The lines you return should be those containing the string "Marinho", taken from the data below.

Material for the task —
__________________________________________________

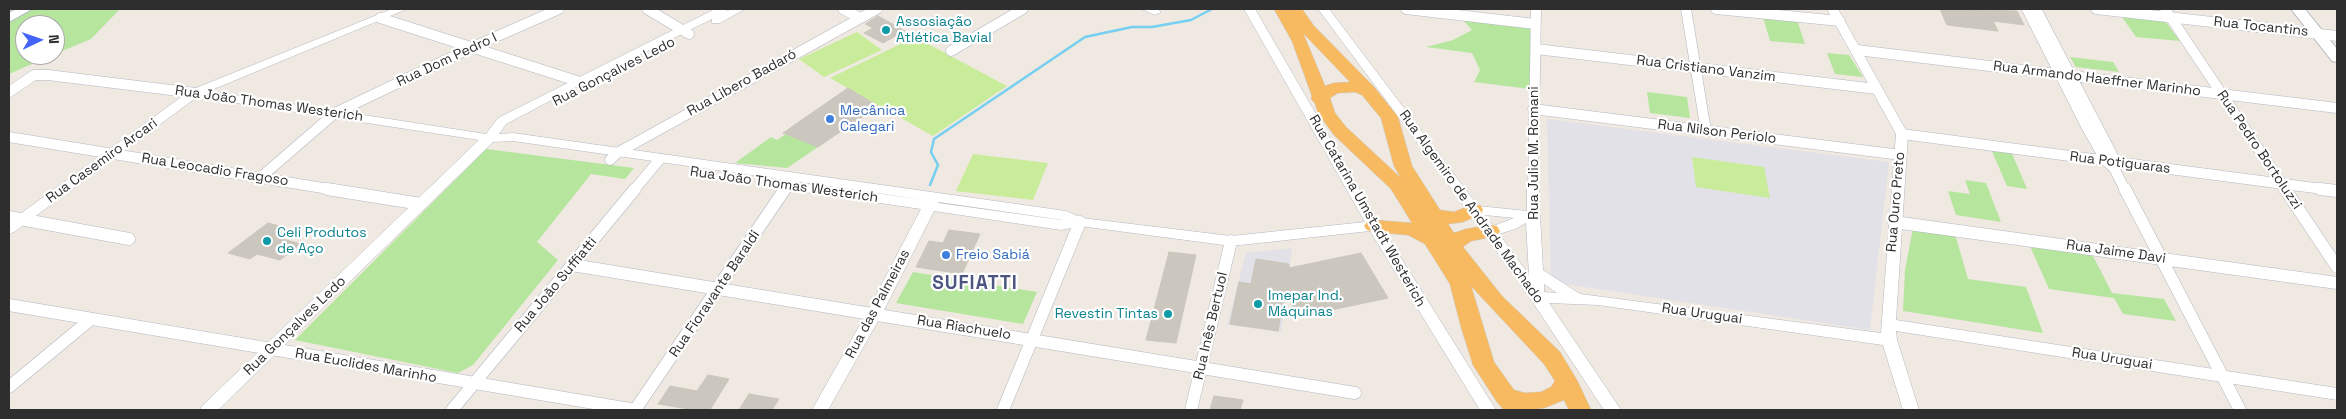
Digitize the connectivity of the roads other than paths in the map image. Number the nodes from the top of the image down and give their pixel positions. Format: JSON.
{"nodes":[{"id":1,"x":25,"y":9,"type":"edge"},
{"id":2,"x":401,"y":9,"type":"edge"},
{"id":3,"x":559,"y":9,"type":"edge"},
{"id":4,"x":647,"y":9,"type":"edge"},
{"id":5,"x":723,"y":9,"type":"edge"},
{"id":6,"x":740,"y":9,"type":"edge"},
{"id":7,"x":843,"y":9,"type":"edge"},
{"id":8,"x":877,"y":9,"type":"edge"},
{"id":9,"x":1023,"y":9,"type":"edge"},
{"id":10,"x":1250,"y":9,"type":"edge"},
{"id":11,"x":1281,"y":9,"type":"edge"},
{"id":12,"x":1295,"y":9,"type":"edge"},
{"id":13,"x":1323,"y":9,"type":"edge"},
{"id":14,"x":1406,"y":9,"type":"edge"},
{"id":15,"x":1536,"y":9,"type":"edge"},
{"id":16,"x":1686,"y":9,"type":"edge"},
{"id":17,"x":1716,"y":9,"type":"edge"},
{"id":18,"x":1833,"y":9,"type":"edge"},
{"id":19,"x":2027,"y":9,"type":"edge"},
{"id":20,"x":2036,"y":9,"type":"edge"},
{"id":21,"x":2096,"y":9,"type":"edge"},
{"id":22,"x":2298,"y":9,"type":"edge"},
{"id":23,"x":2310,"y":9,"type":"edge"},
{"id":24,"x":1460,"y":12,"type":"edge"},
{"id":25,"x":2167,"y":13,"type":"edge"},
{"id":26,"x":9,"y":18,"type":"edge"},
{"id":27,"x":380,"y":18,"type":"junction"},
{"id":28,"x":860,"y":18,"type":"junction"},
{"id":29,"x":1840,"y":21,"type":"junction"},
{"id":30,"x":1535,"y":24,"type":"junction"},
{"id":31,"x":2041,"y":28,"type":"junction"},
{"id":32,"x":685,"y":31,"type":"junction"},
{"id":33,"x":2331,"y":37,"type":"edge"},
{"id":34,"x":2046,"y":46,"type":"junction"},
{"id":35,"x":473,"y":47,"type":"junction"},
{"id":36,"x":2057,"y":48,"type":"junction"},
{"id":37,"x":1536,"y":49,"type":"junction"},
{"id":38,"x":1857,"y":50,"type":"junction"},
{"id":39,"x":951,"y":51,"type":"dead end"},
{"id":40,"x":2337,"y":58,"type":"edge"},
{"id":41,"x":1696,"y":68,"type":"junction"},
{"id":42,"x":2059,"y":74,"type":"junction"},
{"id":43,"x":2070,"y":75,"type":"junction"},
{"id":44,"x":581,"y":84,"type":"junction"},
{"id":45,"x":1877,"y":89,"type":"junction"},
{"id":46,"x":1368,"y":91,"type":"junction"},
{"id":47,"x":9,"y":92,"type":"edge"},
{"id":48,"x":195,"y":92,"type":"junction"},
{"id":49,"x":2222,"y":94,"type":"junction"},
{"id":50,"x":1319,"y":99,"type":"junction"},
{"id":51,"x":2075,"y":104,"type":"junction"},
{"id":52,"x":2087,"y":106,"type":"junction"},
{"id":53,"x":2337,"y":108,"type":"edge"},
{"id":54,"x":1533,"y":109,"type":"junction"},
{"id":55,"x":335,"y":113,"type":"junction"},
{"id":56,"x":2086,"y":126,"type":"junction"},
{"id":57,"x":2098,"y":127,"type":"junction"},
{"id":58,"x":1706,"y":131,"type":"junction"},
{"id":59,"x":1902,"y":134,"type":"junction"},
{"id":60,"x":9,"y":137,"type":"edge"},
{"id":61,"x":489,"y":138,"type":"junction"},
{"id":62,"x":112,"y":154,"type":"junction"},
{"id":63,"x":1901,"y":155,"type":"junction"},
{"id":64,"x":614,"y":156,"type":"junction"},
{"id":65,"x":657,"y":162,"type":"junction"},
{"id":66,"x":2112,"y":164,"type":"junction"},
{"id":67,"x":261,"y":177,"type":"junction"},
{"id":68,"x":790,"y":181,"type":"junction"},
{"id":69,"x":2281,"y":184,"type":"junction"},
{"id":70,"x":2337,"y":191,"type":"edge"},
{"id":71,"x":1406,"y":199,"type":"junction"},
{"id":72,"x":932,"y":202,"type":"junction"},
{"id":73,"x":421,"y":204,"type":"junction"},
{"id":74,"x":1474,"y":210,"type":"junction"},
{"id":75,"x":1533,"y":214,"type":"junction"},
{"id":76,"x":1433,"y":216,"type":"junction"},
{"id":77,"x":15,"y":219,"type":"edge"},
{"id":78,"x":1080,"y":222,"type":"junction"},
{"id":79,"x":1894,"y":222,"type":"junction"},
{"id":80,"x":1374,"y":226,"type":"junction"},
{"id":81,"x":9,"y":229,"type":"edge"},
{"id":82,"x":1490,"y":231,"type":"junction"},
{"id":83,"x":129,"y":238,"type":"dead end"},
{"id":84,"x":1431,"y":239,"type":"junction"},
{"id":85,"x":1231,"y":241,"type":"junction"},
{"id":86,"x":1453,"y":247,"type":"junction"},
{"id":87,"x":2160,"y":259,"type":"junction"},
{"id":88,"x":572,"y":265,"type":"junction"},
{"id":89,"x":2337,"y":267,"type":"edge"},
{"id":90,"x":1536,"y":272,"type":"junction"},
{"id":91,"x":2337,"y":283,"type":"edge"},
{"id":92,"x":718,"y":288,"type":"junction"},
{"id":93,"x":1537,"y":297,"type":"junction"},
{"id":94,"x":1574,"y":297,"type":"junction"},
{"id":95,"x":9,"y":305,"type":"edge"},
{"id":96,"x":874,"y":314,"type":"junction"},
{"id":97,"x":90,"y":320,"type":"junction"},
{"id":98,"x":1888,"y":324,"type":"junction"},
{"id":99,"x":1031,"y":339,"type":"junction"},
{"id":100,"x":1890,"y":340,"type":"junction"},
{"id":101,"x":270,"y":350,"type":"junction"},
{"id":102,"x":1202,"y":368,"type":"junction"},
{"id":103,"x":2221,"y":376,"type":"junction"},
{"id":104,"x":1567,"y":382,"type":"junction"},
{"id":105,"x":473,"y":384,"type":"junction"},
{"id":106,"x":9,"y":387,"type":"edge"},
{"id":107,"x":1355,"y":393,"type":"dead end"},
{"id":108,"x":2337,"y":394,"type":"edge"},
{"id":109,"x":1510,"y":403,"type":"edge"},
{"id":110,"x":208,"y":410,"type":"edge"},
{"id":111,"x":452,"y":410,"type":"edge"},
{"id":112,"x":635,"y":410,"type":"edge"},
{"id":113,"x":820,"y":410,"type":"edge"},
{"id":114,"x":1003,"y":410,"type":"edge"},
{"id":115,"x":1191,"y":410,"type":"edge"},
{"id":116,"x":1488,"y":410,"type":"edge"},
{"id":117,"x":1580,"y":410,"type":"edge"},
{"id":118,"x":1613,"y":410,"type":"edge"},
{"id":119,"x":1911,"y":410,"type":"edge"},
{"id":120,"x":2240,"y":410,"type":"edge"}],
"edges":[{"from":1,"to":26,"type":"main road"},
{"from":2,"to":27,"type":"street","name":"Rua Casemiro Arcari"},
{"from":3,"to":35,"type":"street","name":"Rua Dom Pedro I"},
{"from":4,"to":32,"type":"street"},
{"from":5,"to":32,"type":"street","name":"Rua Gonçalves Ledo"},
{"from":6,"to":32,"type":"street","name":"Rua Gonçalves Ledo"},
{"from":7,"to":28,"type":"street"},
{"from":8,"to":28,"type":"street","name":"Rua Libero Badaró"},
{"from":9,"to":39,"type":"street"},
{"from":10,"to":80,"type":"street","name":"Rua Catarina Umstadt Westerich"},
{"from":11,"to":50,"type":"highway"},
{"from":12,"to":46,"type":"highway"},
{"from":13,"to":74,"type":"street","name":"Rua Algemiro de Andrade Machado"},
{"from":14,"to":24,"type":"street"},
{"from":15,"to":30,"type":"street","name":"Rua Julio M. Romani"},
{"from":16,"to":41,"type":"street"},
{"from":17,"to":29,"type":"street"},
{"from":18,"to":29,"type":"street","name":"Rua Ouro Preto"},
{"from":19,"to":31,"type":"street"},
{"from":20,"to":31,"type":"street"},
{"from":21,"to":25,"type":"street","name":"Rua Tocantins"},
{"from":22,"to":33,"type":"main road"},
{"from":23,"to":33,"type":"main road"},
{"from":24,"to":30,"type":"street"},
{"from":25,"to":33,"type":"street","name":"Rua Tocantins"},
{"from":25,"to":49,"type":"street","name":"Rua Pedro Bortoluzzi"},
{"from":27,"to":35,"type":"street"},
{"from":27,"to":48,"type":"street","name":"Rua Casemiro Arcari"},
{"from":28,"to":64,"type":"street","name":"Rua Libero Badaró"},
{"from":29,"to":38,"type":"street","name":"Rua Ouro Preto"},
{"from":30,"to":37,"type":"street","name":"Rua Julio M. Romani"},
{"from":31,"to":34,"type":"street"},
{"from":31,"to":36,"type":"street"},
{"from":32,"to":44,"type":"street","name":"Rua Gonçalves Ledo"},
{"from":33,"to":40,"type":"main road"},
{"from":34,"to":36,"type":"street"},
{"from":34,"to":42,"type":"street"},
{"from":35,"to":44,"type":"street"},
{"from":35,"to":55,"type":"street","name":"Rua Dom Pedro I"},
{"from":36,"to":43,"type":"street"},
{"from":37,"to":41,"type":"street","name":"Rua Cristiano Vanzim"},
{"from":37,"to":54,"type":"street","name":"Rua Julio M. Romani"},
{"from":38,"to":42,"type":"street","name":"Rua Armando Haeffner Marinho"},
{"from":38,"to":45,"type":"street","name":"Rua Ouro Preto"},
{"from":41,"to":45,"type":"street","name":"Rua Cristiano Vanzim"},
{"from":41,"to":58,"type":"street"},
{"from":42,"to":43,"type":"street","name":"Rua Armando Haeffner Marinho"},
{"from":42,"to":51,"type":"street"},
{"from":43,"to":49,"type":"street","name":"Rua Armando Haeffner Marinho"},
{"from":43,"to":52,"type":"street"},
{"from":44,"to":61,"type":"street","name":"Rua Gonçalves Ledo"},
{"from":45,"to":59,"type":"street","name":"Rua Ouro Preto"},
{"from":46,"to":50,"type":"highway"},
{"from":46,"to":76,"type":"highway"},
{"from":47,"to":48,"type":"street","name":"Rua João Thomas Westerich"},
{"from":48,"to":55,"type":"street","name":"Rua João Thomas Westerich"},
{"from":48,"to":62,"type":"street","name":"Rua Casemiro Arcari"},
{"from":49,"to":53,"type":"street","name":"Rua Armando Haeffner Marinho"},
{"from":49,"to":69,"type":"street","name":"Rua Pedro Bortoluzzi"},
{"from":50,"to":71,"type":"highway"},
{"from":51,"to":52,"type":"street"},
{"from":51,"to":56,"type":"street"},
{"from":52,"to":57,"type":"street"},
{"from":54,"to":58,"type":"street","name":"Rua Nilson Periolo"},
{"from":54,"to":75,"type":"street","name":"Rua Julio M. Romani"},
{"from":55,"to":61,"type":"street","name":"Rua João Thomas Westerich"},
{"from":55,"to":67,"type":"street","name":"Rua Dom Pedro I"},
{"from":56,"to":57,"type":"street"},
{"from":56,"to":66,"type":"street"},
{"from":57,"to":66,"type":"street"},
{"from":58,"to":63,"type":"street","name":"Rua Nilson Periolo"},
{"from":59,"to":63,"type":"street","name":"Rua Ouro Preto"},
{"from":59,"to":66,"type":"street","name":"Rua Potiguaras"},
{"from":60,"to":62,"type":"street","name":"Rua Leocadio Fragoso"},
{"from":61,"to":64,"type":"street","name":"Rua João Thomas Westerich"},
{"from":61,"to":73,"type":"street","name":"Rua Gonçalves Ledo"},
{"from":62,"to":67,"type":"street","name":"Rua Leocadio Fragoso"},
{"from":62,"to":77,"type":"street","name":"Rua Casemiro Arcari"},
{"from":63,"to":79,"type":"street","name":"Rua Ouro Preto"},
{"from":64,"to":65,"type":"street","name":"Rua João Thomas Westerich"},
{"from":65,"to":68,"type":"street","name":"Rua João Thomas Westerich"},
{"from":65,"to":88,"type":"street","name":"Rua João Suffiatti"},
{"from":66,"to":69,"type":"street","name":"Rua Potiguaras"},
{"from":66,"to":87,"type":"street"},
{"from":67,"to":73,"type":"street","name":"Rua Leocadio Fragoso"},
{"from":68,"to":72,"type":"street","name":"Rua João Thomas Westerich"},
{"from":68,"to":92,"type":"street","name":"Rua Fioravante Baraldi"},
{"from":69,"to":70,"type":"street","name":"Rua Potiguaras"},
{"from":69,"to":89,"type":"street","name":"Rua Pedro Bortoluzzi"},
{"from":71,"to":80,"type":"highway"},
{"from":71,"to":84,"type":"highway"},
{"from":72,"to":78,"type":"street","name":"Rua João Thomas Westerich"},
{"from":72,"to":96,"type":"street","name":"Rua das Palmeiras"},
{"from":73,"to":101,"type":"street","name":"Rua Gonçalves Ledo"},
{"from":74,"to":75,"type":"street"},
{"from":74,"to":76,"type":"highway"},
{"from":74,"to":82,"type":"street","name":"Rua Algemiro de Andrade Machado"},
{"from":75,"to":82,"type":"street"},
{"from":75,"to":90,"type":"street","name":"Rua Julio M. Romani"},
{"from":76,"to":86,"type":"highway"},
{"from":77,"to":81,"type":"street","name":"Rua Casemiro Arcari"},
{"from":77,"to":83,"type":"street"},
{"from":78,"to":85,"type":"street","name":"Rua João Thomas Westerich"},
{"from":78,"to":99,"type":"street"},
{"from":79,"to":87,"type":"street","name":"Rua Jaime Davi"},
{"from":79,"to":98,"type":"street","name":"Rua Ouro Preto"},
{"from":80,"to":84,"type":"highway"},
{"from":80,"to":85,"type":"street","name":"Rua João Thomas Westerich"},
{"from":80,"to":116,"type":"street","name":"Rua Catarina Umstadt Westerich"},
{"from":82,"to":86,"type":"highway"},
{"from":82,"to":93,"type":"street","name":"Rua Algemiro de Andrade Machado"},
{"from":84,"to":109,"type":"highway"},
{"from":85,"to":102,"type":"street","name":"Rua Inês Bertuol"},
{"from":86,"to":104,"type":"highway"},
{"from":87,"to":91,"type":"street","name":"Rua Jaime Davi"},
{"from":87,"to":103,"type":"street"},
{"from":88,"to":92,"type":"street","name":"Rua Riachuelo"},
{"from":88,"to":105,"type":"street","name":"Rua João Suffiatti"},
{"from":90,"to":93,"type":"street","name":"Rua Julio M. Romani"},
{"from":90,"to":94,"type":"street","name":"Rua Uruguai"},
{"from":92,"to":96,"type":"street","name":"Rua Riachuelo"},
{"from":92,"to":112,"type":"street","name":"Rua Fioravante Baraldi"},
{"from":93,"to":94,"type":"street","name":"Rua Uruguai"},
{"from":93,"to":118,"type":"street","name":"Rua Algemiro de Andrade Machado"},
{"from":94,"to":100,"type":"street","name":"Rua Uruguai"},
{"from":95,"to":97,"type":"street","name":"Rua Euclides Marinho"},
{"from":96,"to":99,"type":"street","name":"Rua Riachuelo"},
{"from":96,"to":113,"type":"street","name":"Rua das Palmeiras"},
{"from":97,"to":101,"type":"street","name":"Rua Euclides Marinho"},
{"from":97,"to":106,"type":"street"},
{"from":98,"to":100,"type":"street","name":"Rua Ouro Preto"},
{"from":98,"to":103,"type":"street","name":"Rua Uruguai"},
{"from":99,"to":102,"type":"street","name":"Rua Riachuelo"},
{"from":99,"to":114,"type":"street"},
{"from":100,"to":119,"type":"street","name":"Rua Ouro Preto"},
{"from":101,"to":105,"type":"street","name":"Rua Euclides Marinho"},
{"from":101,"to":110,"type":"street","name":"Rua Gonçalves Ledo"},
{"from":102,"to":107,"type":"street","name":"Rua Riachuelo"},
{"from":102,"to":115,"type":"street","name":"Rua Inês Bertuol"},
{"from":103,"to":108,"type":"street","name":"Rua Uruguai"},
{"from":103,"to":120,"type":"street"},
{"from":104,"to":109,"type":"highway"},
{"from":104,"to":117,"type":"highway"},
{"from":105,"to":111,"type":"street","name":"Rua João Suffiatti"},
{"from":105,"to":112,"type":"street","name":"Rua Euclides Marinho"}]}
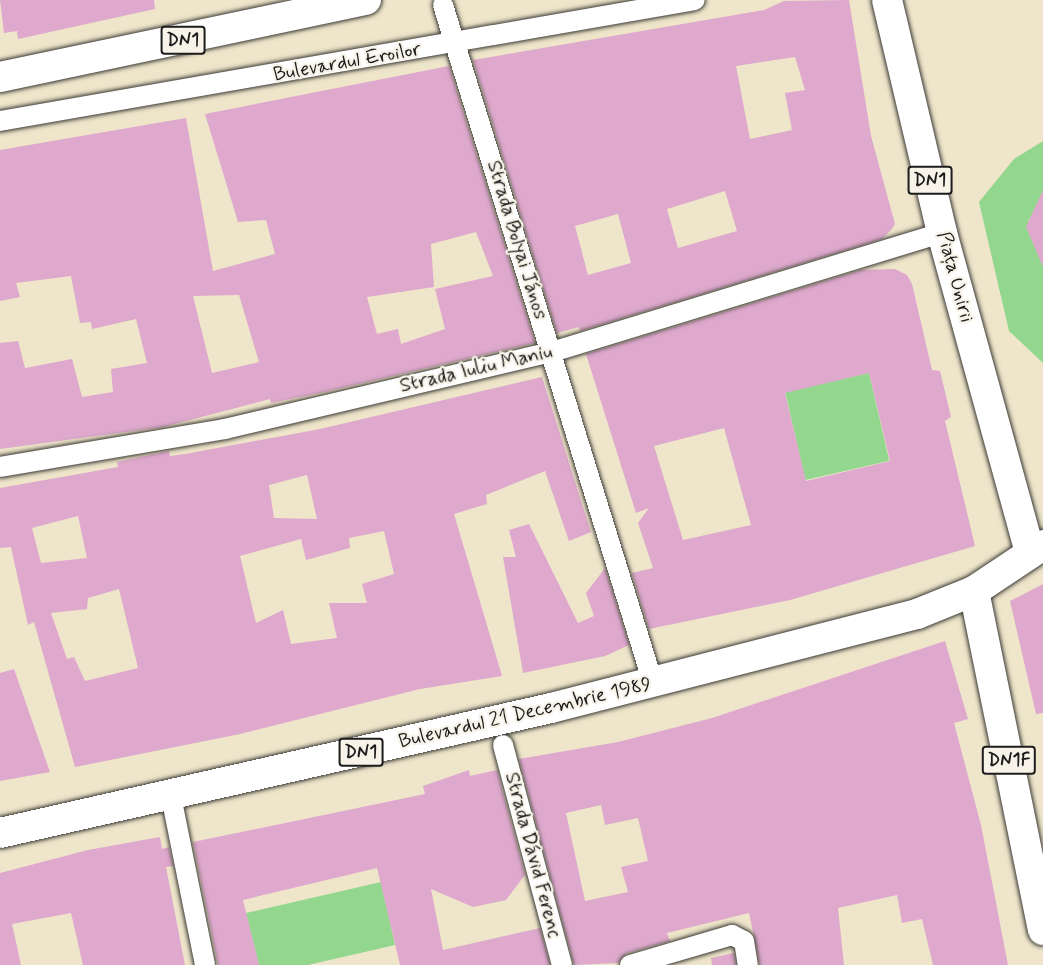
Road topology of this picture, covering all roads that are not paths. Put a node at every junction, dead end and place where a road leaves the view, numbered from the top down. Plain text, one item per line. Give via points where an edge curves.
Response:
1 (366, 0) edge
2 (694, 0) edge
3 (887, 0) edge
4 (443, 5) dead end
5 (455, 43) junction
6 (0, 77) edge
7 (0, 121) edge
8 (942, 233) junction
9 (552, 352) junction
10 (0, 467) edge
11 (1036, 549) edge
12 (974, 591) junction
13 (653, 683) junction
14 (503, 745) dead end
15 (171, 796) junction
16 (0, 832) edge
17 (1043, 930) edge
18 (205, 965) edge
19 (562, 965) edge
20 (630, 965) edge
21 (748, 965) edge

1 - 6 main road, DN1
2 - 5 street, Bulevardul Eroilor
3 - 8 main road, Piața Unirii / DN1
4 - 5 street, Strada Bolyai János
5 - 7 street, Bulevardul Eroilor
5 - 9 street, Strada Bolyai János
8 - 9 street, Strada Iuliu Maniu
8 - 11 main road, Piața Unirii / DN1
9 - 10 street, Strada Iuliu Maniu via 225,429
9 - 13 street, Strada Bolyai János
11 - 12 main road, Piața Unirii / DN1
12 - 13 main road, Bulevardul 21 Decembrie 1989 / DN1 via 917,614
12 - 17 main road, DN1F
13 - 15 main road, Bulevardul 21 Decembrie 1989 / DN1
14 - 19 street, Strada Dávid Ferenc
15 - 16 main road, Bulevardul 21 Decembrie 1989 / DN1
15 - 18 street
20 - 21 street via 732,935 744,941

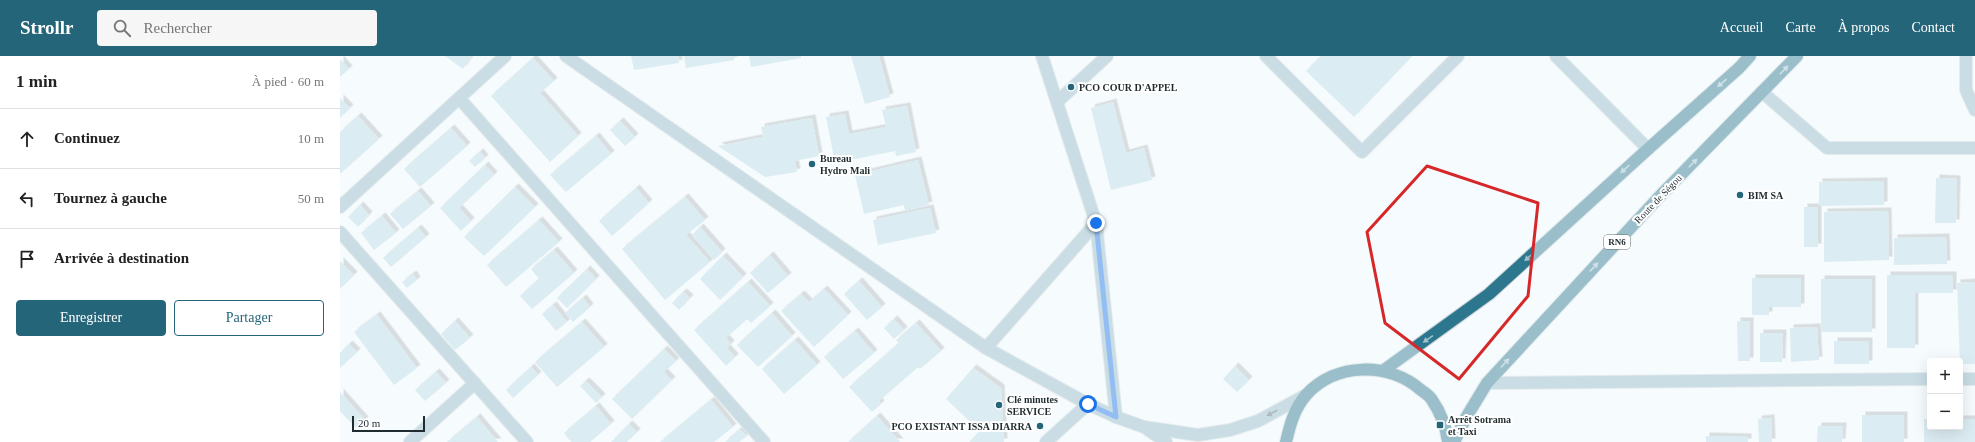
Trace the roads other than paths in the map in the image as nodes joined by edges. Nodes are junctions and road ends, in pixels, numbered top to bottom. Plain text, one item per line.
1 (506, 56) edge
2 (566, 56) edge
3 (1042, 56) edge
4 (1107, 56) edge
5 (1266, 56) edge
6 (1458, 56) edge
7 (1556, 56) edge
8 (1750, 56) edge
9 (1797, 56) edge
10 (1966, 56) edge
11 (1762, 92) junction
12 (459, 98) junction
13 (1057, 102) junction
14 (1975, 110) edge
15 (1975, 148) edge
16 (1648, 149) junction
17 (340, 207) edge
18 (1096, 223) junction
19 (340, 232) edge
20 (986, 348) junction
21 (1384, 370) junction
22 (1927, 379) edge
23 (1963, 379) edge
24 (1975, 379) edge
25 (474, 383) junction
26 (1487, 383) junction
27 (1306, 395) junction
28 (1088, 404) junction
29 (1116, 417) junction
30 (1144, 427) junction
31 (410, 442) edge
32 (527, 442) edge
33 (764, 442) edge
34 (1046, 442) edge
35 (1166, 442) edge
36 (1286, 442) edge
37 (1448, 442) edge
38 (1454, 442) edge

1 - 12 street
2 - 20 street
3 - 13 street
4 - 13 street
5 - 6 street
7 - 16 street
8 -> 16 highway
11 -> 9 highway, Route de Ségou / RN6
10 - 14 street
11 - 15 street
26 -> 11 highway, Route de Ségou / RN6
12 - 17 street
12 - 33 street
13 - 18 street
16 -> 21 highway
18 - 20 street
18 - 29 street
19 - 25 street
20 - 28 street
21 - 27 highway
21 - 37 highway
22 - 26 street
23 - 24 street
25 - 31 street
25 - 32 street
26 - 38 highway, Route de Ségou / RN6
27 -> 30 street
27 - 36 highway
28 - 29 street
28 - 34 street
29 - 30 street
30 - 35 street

__________________________________________________

Answer box —
{"from":38,"to":42,"type":"street","name":"Rua Armando Haeffner Marinho"},
{"from":42,"to":43,"type":"street","name":"Rua Armando Haeffner Marinho"},
{"from":43,"to":49,"type":"street","name":"Rua Armando Haeffner Marinho"},
{"from":49,"to":53,"type":"street","name":"Rua Armando Haeffner Marinho"},
{"from":95,"to":97,"type":"street","name":"Rua Euclides Marinho"},
{"from":97,"to":101,"type":"street","name":"Rua Euclides Marinho"},
{"from":101,"to":105,"type":"street","name":"Rua Euclides Marinho"},
{"from":105,"to":112,"type":"street","name":"Rua Euclides Marinho"}]}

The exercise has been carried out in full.